Marah dalam Islam, dan Sikap Rasulullah Tentangnya

- 4 November 2022, 01:00 WIB
Ilustrasi gambar marah
Ilustrasi gambar marah /Pixabay/Tumisu

"Emosi atau marah adalah kunci dari segala keburukan."

Keterangan ini menjadi penjelas tentang bahaya emosi atau marah dalam berbagai sendi kehidupan.

Maka wajar jika Rasulullah Muhammad saw melarang seorang suami untuk menceraikan (talak) istrinya ketika sedang marah, seorang pemimpin mengambil keputusan ketika sedang marah, dan lain sebagainya.

Orang yang marah bukan berarti orang yang hebat, apalagi dianggap gagah perkasa atau jago. Rasulullah Muhammad saw menegaskan dalam sebuah pertanyaan:

ما تعدون الصرعة فيكم؟ قلنا الذي لا تصرعه الرجال، قال ليس ذلك ولكن الذي يملك نفسه عند الغضب

Artinya: "Siapa yang kalian anggap sebagai orang yang gagah perkasa atau jago? Kami menjawab, dia yang tidak bisa dikalahkan secara fisik oleh siapa pun. Nabi saw menimpali, bukan demikian, akan tetapi yang gagah perkasa atau jago itu adalah orang yang mampu menahan dirinya ketika marah." [HR. Muslim]

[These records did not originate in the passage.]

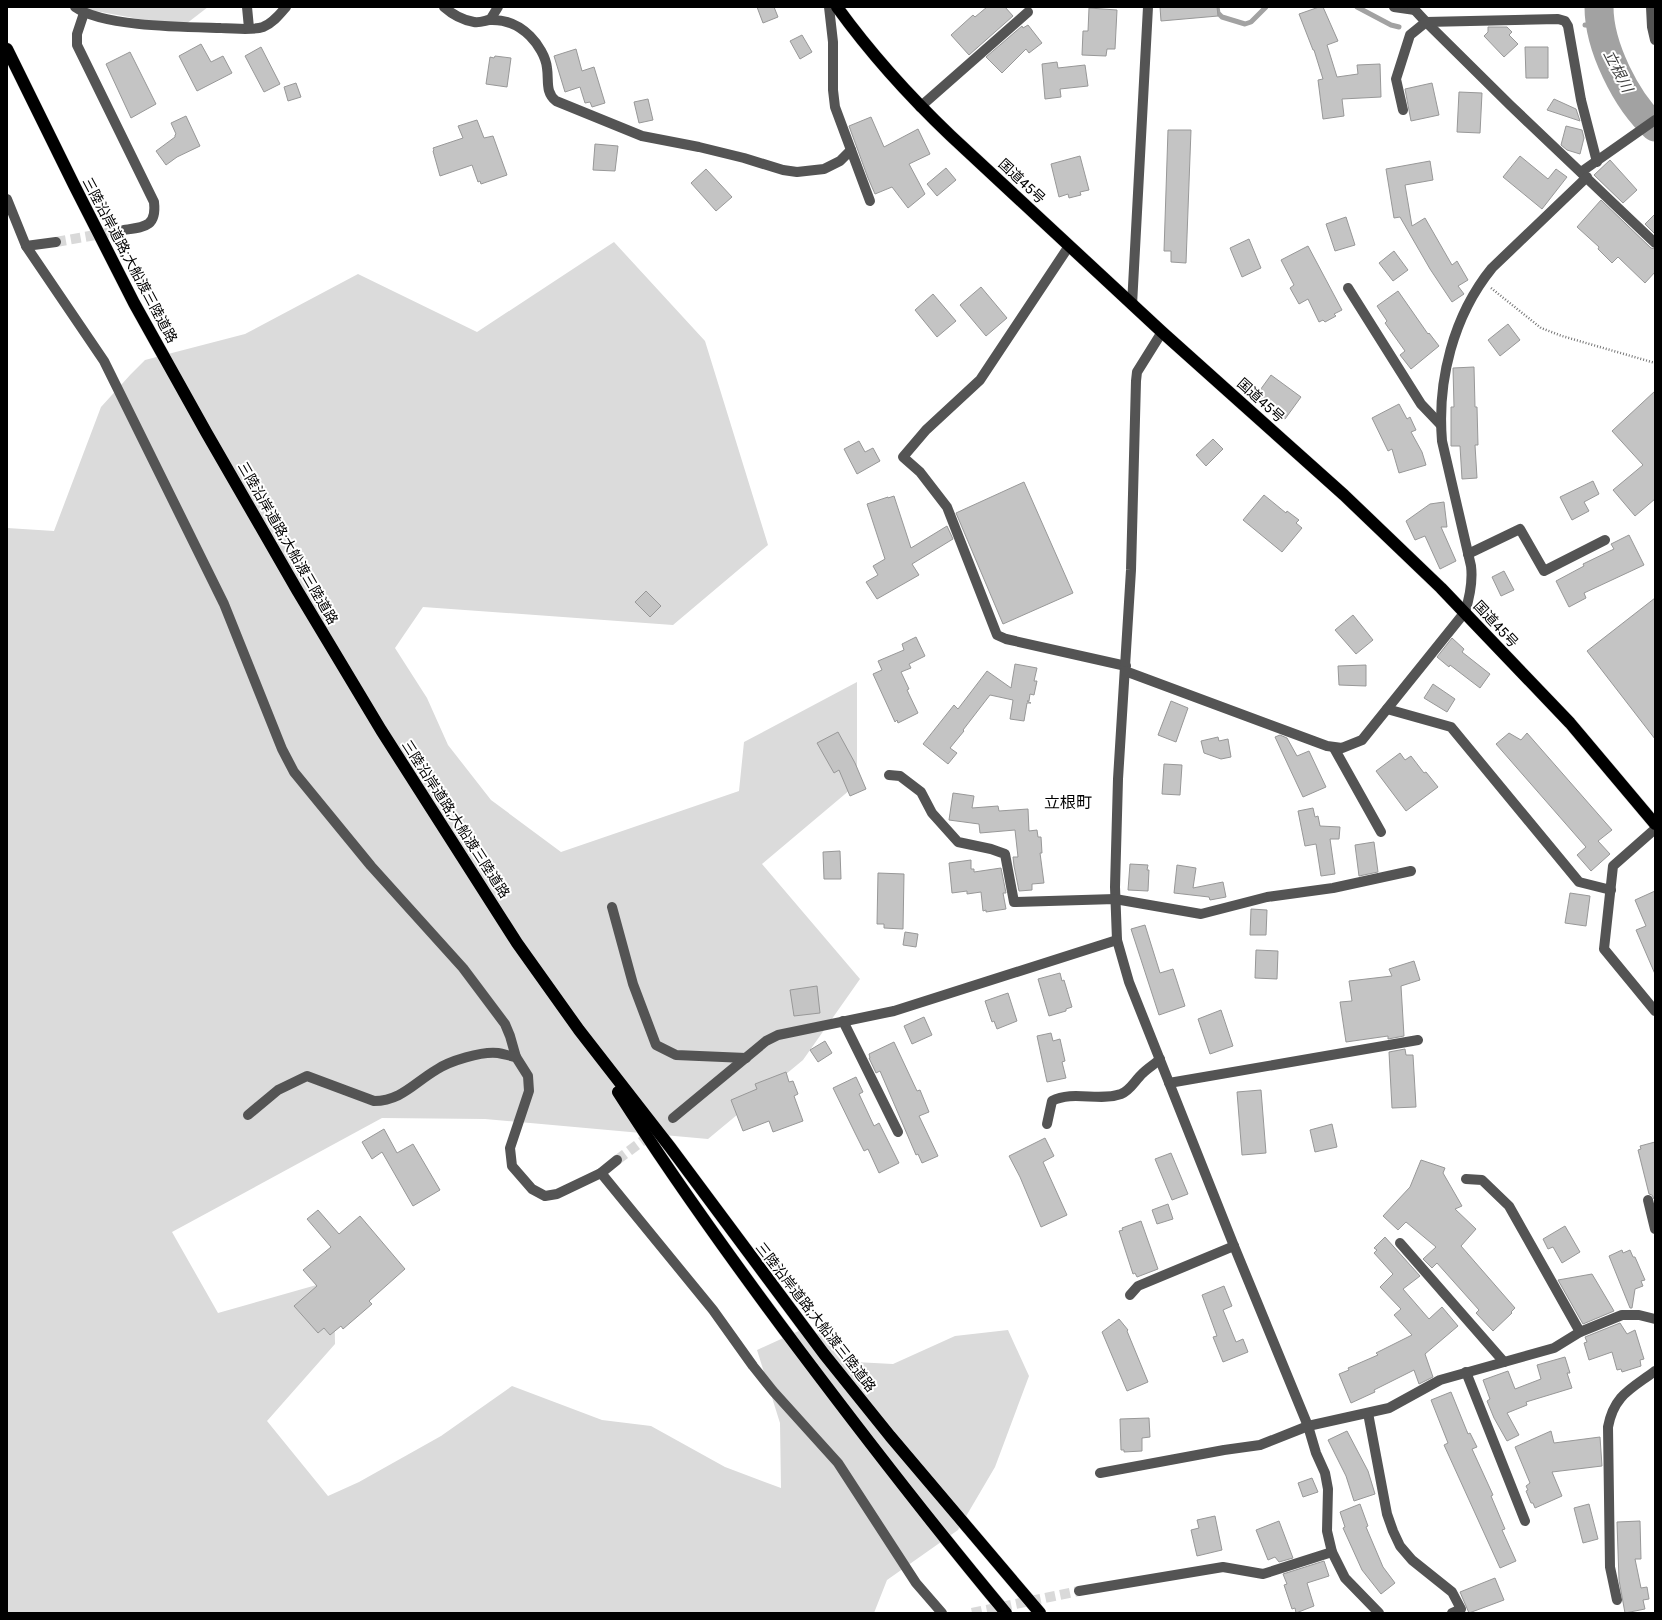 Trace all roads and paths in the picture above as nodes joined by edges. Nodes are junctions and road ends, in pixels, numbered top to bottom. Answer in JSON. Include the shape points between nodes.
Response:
{"nodes":[{"id":1,"x":75,"y":7,"type":"edge"},
{"id":2,"x":247,"y":7,"type":"edge"},
{"id":3,"x":286,"y":7,"type":"edge"},
{"id":4,"x":444,"y":7,"type":"edge"},
{"id":5,"x":498,"y":7,"type":"edge"},
{"id":6,"x":829,"y":7,"type":"edge"},
{"id":7,"x":837,"y":7,"type":"edge"},
{"id":8,"x":1148,"y":7,"type":"edge"},
{"id":9,"x":1394,"y":7,"type":"edge"},
{"id":10,"x":1650,"y":7,"type":"edge"},
{"id":11,"x":1414,"y":9,"type":"edge"},
{"id":12,"x":1028,"y":12,"type":"dead end"},
{"id":13,"x":84,"y":13,"type":"junction"},
{"id":14,"x":490,"y":20,"type":"junction"},
{"id":15,"x":1426,"y":22,"type":"junction"},
{"id":16,"x":249,"y":28,"type":"junction"},
{"id":17,"x":1655,"y":40,"type":"edge"},
{"id":18,"x":7,"y":49,"type":"edge"},
{"id":19,"x":920,"y":107,"type":"junction"},
{"id":20,"x":1402,"y":110,"type":"dead end"},
{"id":21,"x":1655,"y":120,"type":"edge"},
{"id":22,"x":845,"y":156,"type":"junction"},
{"id":23,"x":1597,"y":162,"type":"junction"},
{"id":24,"x":1584,"y":174,"type":"junction"},
{"id":25,"x":7,"y":199,"type":"edge"},
{"id":26,"x":870,"y":201,"type":"dead end"},
{"id":27,"x":124,"y":230,"type":"tunnel mouth"},
{"id":28,"x":56,"y":242,"type":"tunnel mouth"},
{"id":29,"x":1655,"y":243,"type":"edge"},
{"id":30,"x":26,"y":246,"type":"junction"},
{"id":31,"x":1069,"y":246,"type":"junction"},
{"id":32,"x":1482,"y":281,"type":"junction"},
{"id":33,"x":1348,"y":288,"type":"dead end"},
{"id":34,"x":1132,"y":305,"type":"junction"},
{"id":35,"x":1162,"y":332,"type":"junction"},
{"id":36,"x":1655,"y":363,"type":"edge"},
{"id":37,"x":1441,"y":425,"type":"junction"},
{"id":38,"x":1605,"y":540,"type":"dead end"},
{"id":39,"x":1468,"y":554,"type":"junction"},
{"id":40,"x":1465,"y":612,"type":"junction"},
{"id":41,"x":1126,"y":669,"type":"junction"},
{"id":42,"x":1387,"y":709,"type":"junction"},
{"id":43,"x":1343,"y":747,"type":"junction"},
{"id":44,"x":889,"y":775,"type":"dead end"},
{"id":45,"x":1655,"y":824,"type":"edge"},
{"id":46,"x":1655,"y":829,"type":"edge"},
{"id":47,"x":1381,"y":832,"type":"dead end"},
{"id":48,"x":1411,"y":871,"type":"dead end"},
{"id":49,"x":1610,"y":890,"type":"junction"},
{"id":50,"x":1115,"y":899,"type":"junction"},
{"id":51,"x":612,"y":907,"type":"dead end"},
{"id":52,"x":1117,"y":940,"type":"junction"},
{"id":53,"x":1655,"y":1011,"type":"edge"},
{"id":54,"x":843,"y":1021,"type":"junction"},
{"id":55,"x":579,"y":1030,"type":"junction"},
{"id":56,"x":1418,"y":1040,"type":"dead end"},
{"id":57,"x":516,"y":1057,"type":"junction"},
{"id":58,"x":746,"y":1058,"type":"junction"},
{"id":59,"x":1160,"y":1059,"type":"junction"},
{"id":60,"x":1169,"y":1083,"type":"junction"},
{"id":61,"x":248,"y":1115,"type":"dead end"},
{"id":62,"x":674,"y":1118,"type":"tunnel mouth"},
{"id":63,"x":1047,"y":1124,"type":"dead end"},
{"id":64,"x":898,"y":1132,"type":"dead end"},
{"id":65,"x":617,"y":1160,"type":"tunnel mouth"},
{"id":66,"x":601,"y":1173,"type":"junction"},
{"id":67,"x":1466,"y":1179,"type":"dead end"},
{"id":68,"x":1648,"y":1200,"type":"dead end"},
{"id":69,"x":1655,"y":1229,"type":"edge"},
{"id":70,"x":1400,"y":1243,"type":"dead end"},
{"id":71,"x":1234,"y":1246,"type":"junction"},
{"id":72,"x":1130,"y":1295,"type":"dead end"},
{"id":73,"x":1655,"y":1319,"type":"edge"},
{"id":74,"x":1580,"y":1332,"type":"junction"},
{"id":75,"x":1504,"y":1362,"type":"junction"},
{"id":76,"x":1655,"y":1371,"type":"edge"},
{"id":77,"x":1466,"y":1372,"type":"junction"},
{"id":78,"x":1368,"y":1413,"type":"junction"},
{"id":79,"x":1308,"y":1426,"type":"junction"},
{"id":80,"x":1100,"y":1474,"type":"dead end"},
{"id":81,"x":1525,"y":1521,"type":"dead end"},
{"id":82,"x":1332,"y":1552,"type":"junction"},
{"id":83,"x":1079,"y":1591,"type":"tunnel mouth"},
{"id":84,"x":1616,"y":1600,"type":"dead end"},
{"id":85,"x":942,"y":1613,"type":"edge"},
{"id":86,"x":1006,"y":1613,"type":"edge"},
{"id":87,"x":1040,"y":1613,"type":"edge"},
{"id":88,"x":1379,"y":1613,"type":"edge"},
{"id":89,"x":1452,"y":1613,"type":"edge"}],
"edges":[{"from":1,"to":13,"type":"street"},
{"from":2,"to":16,"type":"street"},
{"from":3,"to":16,"type":"street","via":[[274,21],[263,27]]},
{"from":4,"to":14,"type":"street","via":[[463,19],[475,22]]},
{"from":5,"to":14,"type":"street"},
{"from":6,"to":22,"type":"street","via":[[833,42],[833,90]]},
{"from":7,"to":19,"type":"highway","name":"国道45号","via":[[878,60]]},
{"from":8,"to":34,"type":"street"},
{"from":9,"to":11,"type":"street"},
{"from":10,"to":17,"type":"street"},
{"from":11,"to":15,"type":"street"},
{"from":12,"to":19,"type":"street"},
{"from":13,"to":16,"type":"street","via":[[167,26]]},
{"from":13,"to":27,"type":"street","via":[[77,34],[77,45],[154,202],[156,212],[152,221],[144,227]]},
{"from":14,"to":22,"type":"street","via":[[517,25],[531,36],[543,54],[547,67],[548,91],[556,101],[642,136],[699,146],[797,172],[824,169]]},
{"from":15,"to":20,"type":"street","via":[[1410,35],[1396,79]]},
{"from":15,"to":23,"type":"street","via":[[1558,19],[1565,21]]},
{"from":15,"to":24,"type":"street"},
{"from":18,"to":55,"type":"highway","name":"三陸沿岸道路;大船渡三陸道路","via":[[134,303],[297,590],[381,730],[517,943]]},
{"from":19,"to":31,"type":"highway","name":"国道45号"},
{"from":21,"to":23,"type":"street"},
{"from":22,"to":26,"type":"street"},
{"from":23,"to":24,"type":"street"},
{"from":24,"to":29,"type":"street"},
{"from":24,"to":32,"type":"street"},
{"from":25,"to":30,"type":"street"},
{"from":28,"to":30,"type":"street"},
{"from":30,"to":57,"type":"street","via":[[104,361],[224,604],[282,749],[294,772],[371,866],[463,968],[505,1024]]},
{"from":31,"to":34,"type":"highway","name":"国道45号"},
{"from":31,"to":41,"type":"street","via":[[978,382],[926,430],[903,457],[920,472],[947,507],[997,635]]},
{"from":32,"to":36,"type":"path","via":[[1541,328]]},
{"from":32,"to":37,"type":"street","via":[[1462,317],[1450,352],[1442,384]]},
{"from":33,"to":37,"type":"street","via":[[1421,404]]},
{"from":34,"to":35,"type":"highway","name":"国道45号"},
{"from":35,"to":40,"type":"highway","name":"国道45号","via":[[1344,495]]},
{"from":35,"to":41,"type":"street","via":[[1137,372]]},
{"from":37,"to":39,"type":"street","via":[[1442,441]]},
{"from":38,"to":39,"type":"street","via":[[1544,571],[1520,529]]},
{"from":39,"to":40,"type":"street","via":[[1473,580]]},
{"from":40,"to":42,"type":"street"},
{"from":40,"to":45,"type":"highway","name":"国道45号","via":[[1570,723]]},
{"from":41,"to":43,"type":"street"},
{"from":41,"to":50,"type":"street","via":[[1118,779]]},
{"from":42,"to":43,"type":"street","via":[[1362,740]]},
{"from":42,"to":49,"type":"street","via":[[1451,727],[1580,882]]},
{"from":43,"to":47,"type":"street"},
{"from":44,"to":50,"type":"street","via":[[900,776],[921,792],[932,813],[958,842],[1005,854],[1014,902]]},
{"from":46,"to":49,"type":"street","via":[[1613,866]]},
{"from":48,"to":50,"type":"street","via":[[1333,888],[1267,897],[1201,914]]},
{"from":49,"to":53,"type":"street","via":[[1604,949]]},
{"from":50,"to":52,"type":"street"},
{"from":51,"to":58,"type":"street","via":[[633,984],[656,1045],[676,1055]]},
{"from":52,"to":54,"type":"street","via":[[894,1011]]},
{"from":52,"to":59,"type":"street","via":[[1129,982]]},
{"from":54,"to":58,"type":"street","via":[[778,1035],[766,1041]]},
{"from":54,"to":64,"type":"street"},
{"from":55,"to":86,"type":"highway","name":"三陸沿岸道路;大船渡三陸道路","via":[[659,1156],[743,1274],[876,1451]]},
{"from":55,"to":87,"type":"highway","name":"三陸沿岸道路;大船渡三陸道路","via":[[670,1147],[824,1354]]},
{"from":56,"to":60,"type":"street"},
{"from":57,"to":61,"type":"street","via":[[496,1052],[467,1056],[437,1069],[400,1096],[385,1101],[374,1100],[307,1076],[278,1090]]},
{"from":57,"to":66,"type":"street","via":[[528,1076],[529,1091],[510,1148],[512,1166],[532,1189],[545,1196],[557,1194]]},
{"from":58,"to":62,"type":"street"},
{"from":59,"to":60,"type":"street"},
{"from":59,"to":63,"type":"street","via":[[1120,1095],[1060,1097],[1052,1101]]},
{"from":60,"to":71,"type":"street"},
{"from":65,"to":66,"type":"street"},
{"from":66,"to":85,"type":"street","via":[[713,1310],[773,1391],[838,1463],[916,1583]]},
{"from":67,"to":74,"type":"street","via":[[1482,1180],[1509,1206]]},
{"from":68,"to":69,"type":"street"},
{"from":70,"to":75,"type":"street"},
{"from":71,"to":72,"type":"street","via":[[1138,1286]]},
{"from":71,"to":79,"type":"street"},
{"from":73,"to":74,"type":"street","via":[[1639,1315],[1622,1315]]},
{"from":74,"to":75,"type":"street","via":[[1554,1348]]},
{"from":75,"to":77,"type":"street"},
{"from":76,"to":84,"type":"street","via":[[1619,1399],[1611,1413],[1608,1427],[1610,1567]]},
{"from":77,"to":78,"type":"street","via":[[1440,1380],[1389,1408]]},
{"from":77,"to":81,"type":"street"},
{"from":78,"to":79,"type":"street"},
{"from":78,"to":89,"type":"street","via":[[1387,1514],[1393,1531],[1400,1546],[1412,1560],[1452,1592],[1462,1609]]},
{"from":79,"to":80,"type":"street","via":[[1260,1446],[1224,1450]]},
{"from":79,"to":82,"type":"street","via":[[1325,1473],[1328,1489],[1327,1531]]},
{"from":82,"to":83,"type":"street","via":[[1263,1574],[1223,1567]]},
{"from":82,"to":88,"type":"street","via":[[1345,1578]]}]}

Marah pada hakikatnya adalah sifat alamiah dari setiap manusia, dan tidak ada satupun yang mampu menafikannya.

Maka yang diperintahkan adalah pengendalian diri agar mampu menahan amarah karena Allah swt, sehingga dampaknya menjadi kemaslahatan dan pahala di sisi Allah swt.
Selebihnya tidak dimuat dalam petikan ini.